Ursprünglich bei Tieren vorkommende Krankheiten könnten in Zukunft immer öfter auf den Menschen überspringen - ähnlich wie das mit großer Wahrscheinlichkeit beim neuartigen Coronavirus geschehen ist. Davor warnen das Uno-Umweltprogramm (Unep) und das International Livestock Research Institute (ILRI) in einem aktuellen Bericht.

"Wenn wir weiterhin die Tierwelt ausbeuten und unsere Ökosysteme zerstören, können wir in den kommenden Jahren einen stetigen Strom von Krankheiten erwarten, die von Tieren auf Menschen übertragen werden", sagte Unep-Chefin Inger Andersen. Der Bericht zeigt, dass dazu unter anderem die zunehmende Nachfrage nach Fleisch, die steigende Urbanisierung und der Klimawandel beitragen.

Covid-19 ist nur ein Beispiel für den Anstieg von Zoonosen - also von Krankheiten, die von Tieren auf Menschen überspringen. Virologen gehen davon aus, dass es derzeit weltweit 40 Viren mit Pandemiepotenzial gibt. Auch deshalb mahnte Entwicklungsminister Gerd Müller in einem Gastbeitrag im SPIEGEL kürzlich zu einer Reform der globalen Gesundheitspolitik. Sonst könnten regelmäßig Pandemien die Welt heimsuchen.

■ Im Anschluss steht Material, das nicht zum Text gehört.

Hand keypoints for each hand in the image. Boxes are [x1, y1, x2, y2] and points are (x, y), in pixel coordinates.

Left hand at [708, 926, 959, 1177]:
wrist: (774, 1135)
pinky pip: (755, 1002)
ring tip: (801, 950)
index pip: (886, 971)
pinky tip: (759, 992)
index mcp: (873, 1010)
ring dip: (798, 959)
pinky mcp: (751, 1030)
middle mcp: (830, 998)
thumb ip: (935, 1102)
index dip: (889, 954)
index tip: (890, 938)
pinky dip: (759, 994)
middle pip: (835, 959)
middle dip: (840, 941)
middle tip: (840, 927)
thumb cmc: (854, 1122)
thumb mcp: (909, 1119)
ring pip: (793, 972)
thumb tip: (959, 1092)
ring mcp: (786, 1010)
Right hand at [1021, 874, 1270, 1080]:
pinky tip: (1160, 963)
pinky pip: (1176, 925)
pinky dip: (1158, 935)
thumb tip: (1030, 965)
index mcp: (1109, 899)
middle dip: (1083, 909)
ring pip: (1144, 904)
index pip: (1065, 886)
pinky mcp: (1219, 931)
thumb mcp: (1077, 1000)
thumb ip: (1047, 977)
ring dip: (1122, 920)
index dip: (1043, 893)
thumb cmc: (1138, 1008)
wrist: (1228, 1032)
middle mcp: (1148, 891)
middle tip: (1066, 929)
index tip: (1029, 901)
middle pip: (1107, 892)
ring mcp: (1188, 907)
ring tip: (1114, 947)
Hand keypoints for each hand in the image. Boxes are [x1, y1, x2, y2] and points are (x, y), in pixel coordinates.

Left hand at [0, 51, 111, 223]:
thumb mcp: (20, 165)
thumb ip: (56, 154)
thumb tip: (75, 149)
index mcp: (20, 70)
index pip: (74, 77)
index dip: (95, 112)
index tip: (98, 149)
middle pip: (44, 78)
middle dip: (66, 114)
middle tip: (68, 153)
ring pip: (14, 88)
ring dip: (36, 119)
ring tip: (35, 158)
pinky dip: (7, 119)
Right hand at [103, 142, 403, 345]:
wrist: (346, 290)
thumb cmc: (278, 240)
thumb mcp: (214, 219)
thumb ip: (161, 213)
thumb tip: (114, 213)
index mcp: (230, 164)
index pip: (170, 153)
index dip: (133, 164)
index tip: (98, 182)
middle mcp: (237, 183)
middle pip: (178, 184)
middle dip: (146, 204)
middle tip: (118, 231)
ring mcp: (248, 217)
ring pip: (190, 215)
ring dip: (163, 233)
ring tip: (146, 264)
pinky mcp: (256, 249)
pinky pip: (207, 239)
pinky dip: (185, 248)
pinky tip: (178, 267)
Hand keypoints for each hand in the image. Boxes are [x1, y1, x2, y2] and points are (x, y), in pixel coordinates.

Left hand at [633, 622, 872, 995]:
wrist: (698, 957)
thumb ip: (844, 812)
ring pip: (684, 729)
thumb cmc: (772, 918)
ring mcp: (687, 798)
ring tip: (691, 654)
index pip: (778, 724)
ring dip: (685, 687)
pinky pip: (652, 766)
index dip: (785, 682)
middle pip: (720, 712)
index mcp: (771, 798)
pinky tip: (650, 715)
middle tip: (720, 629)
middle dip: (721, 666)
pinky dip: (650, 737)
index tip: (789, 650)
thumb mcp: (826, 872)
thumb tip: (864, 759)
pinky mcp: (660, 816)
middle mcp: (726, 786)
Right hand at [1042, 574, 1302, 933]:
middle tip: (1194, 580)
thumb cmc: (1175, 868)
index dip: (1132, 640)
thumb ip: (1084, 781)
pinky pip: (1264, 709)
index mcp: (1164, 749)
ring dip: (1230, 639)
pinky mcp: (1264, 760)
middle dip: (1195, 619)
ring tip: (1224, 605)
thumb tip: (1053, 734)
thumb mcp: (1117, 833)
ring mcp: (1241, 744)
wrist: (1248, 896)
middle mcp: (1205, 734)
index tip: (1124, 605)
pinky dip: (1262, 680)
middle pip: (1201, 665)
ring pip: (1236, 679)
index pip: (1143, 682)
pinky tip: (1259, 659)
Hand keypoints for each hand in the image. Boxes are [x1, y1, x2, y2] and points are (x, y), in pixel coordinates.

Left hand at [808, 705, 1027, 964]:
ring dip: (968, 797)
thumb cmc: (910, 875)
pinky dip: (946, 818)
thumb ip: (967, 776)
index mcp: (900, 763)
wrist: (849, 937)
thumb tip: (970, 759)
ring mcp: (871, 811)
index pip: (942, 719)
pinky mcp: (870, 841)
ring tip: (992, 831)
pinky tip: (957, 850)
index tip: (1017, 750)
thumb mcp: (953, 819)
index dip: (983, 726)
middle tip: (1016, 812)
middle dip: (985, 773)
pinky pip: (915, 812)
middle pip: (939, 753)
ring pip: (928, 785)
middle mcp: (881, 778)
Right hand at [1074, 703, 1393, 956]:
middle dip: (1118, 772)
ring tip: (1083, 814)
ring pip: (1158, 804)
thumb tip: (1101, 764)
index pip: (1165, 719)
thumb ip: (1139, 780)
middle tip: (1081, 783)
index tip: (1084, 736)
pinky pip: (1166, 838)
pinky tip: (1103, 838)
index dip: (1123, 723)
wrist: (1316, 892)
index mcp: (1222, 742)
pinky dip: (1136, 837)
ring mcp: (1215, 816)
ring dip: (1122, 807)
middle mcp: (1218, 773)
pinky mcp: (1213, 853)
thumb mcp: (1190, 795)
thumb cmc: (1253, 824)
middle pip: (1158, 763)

Das Coronavirus Sars-CoV-2 ist wahrscheinlich von Fledermäusen über ein anderes Tier auf den Menschen übergesprungen. Auch Ebola und Mers haben ihren Ursprung im Tierreich. Schleichkatzen stehen zudem im Verdacht, den eng mit dem aktuellen Coronavirus verwandten Sars-Erreger 2003 auf den Menschen übertragen zu haben.

"Eine höchst vorhersehbare Pandemie"

"Während viele auf der Welt von Covid-19 überrascht waren, waren wir, die über Tierkrankheiten forschen, es nicht", sagte Delia Randolph, eine Veterinär-Epidemiologin beim ILRI. "Dies war eine höchst vorhersehbare Pandemie."

Seit den Dreißigerjahren steigt die Zahl der Krankheiten an - rund 75 Prozent der neuen Leiden stammen von Wildtieren. Oft sind domestizierte Tiere wie Vieh die Überträger.

Für den Anstieg sind nach Angaben des Berichts mehrere menschliche Faktoren verantwortlich:

  • Die Nachfrage nach Tierproteinen und die damit verbundene Massentierhaltung steigen weltweit an. Dadurch werden immer mehr Tiere gezüchtet, die einander genetisch sehr ähnlich sind, was sie anfälliger für Infektionen macht.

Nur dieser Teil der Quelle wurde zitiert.